- **Task prompt**
From the data below, return each line in which the string "Carrera" is found.

- **Given records**
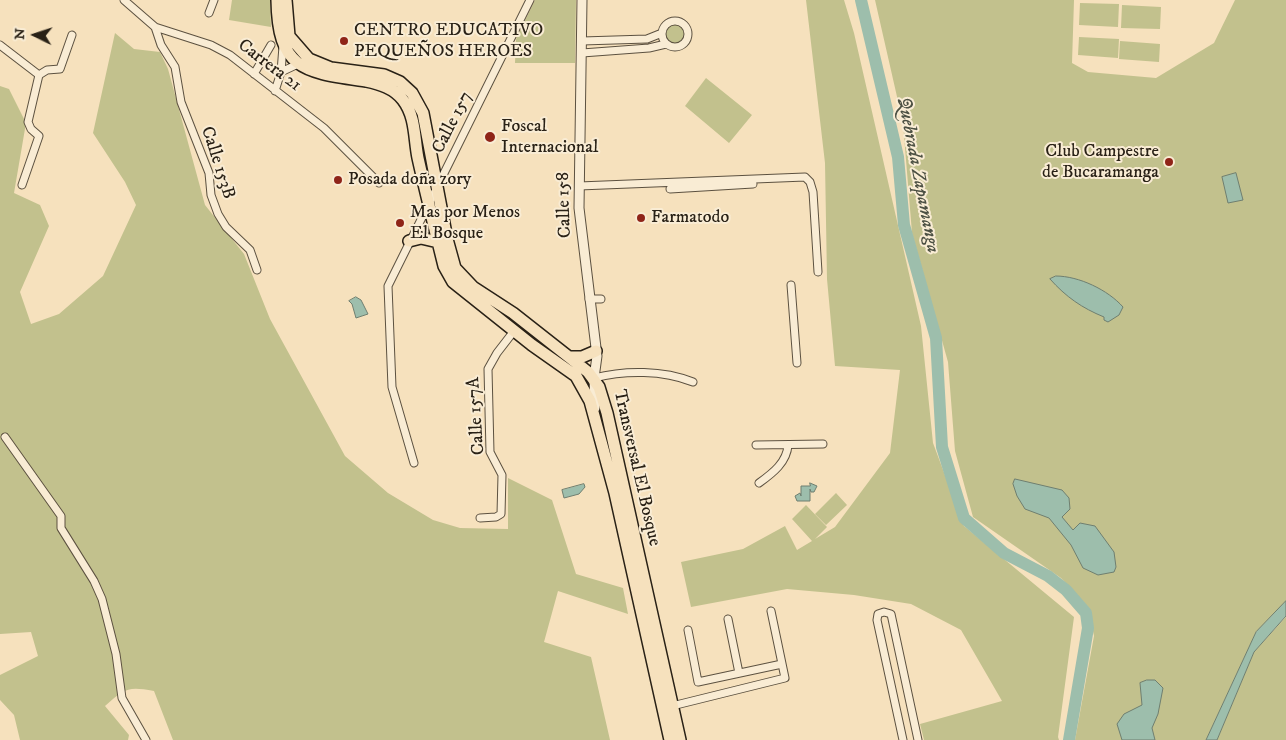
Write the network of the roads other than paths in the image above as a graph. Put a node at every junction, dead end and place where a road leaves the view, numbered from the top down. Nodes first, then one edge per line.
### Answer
1 (124, 0) edge
2 (214, 0) edge
3 (277, 0) edge
4 (286, 0) edge
5 (530, 0) edge
6 (582, 0) edge
7 (208, 13) dead end
8 (155, 28) junction
9 (662, 33) junction
10 (72, 35) dead end
11 (582, 41) junction
12 (666, 44) junction
13 (0, 45) edge
14 (271, 45) dead end
15 (283, 46) junction
16 (582, 53) junction
17 (298, 64) junction
18 (281, 72) junction
19 (254, 74) junction
20 (39, 75) junction
21 (275, 91) junction
22 (379, 183) dead end
23 (754, 184) junction
24 (22, 185) dead end
25 (579, 186) junction
26 (436, 187) junction
27 (670, 189) dead end
28 (429, 201) junction
29 (409, 241) junction
30 (438, 242) junction
31 (257, 270) dead end
32 (818, 272) dead end
33 (791, 285) dead end
34 (589, 299) junction
35 (602, 299) dead end
36 (514, 331) junction
37 (596, 351) junction
38 (567, 356) junction
39 (797, 363) dead end
40 (576, 376) junction
41 (594, 378) junction
42 (693, 382) dead end
43 (596, 417) junction
44 (5, 437) dead end
45 (788, 444) junction
46 (823, 444) dead end
47 (756, 445) dead end
48 (414, 463) dead end
49 (759, 483) dead end
50 (480, 518) dead end
51 (771, 611) dead end
52 (728, 619) dead end
53 (688, 630) dead end
54 (782, 664) junction
55 (740, 673) junction
56 (672, 706) junction
57 (146, 740) edge
58 (670, 740) edge
59 (680, 740) edge
60 (903, 740) edge
61 (918, 740) edge

1 - 8 street, Carrera 21
2 - 7 street
3 - 15 main road, Transversal El Bosque
4 - 26 main road, Transversal El Bosque
5 - 26 street, Calle 157
6 - 11 street, Calle 158
8 - 19 street, Carrera 21
8 - 31 street, Calle 153B
9 - 11 street
9 - 12 street
9 - 12 street
10 - 20 street
11 - 16 street, Calle 158
12 - 16 street
13 - 20 street
14 - 19 street
15 - 17 main road, Transversal El Bosque
15 - 18 street
16 - 25 street, Calle 158
17 - 18 street
17 - 28 main road, Transversal El Bosque
18 - 21 street
19 - 21 street, Carrera 21
20 - 24 street
21 - 22 street, Carrera 21
23 - 25 street
23 - 27 street
23 - 32 street
25 - 34 street, Calle 158
26 - 28 street, Calle 157
26 - 38 main road, Transversal El Bosque
28 - 29 street, Calle 157
28 - 30 main road, Transversal El Bosque
29 - 30 main road
29 - 48 street, Calle 157
30 - 36 main road, Transversal El Bosque
33 - 39 street
34 - 35 street
34 - 37 street, Calle 158
36 - 40 main road, Transversal El Bosque
36 - 50 street, Calle 157A
37 - 38 main road
37 - 41 street, Calle 158
38 - 41 main road, Transversal El Bosque
40 - 41 street
40 - 43 main road, Transversal El Bosque
41 - 42 street
41 - 43 street, Calle 158
41 - 56 main road, Transversal El Bosque
43 - 58 main road, Transversal El Bosque
44 - 57 street
45 - 46 street
45 - 47 street
45 - 49 street
51 - 54 street
52 - 55 street
53 - 55 street
54 - 55 street
54 - 56 street
56 - 59 main road, Transversal El Bosque
60 - 61 street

- **Output for this task**
1 - 8 street, Carrera 21
8 - 19 street, Carrera 21
19 - 21 street, Carrera 21
21 - 22 street, Carrera 21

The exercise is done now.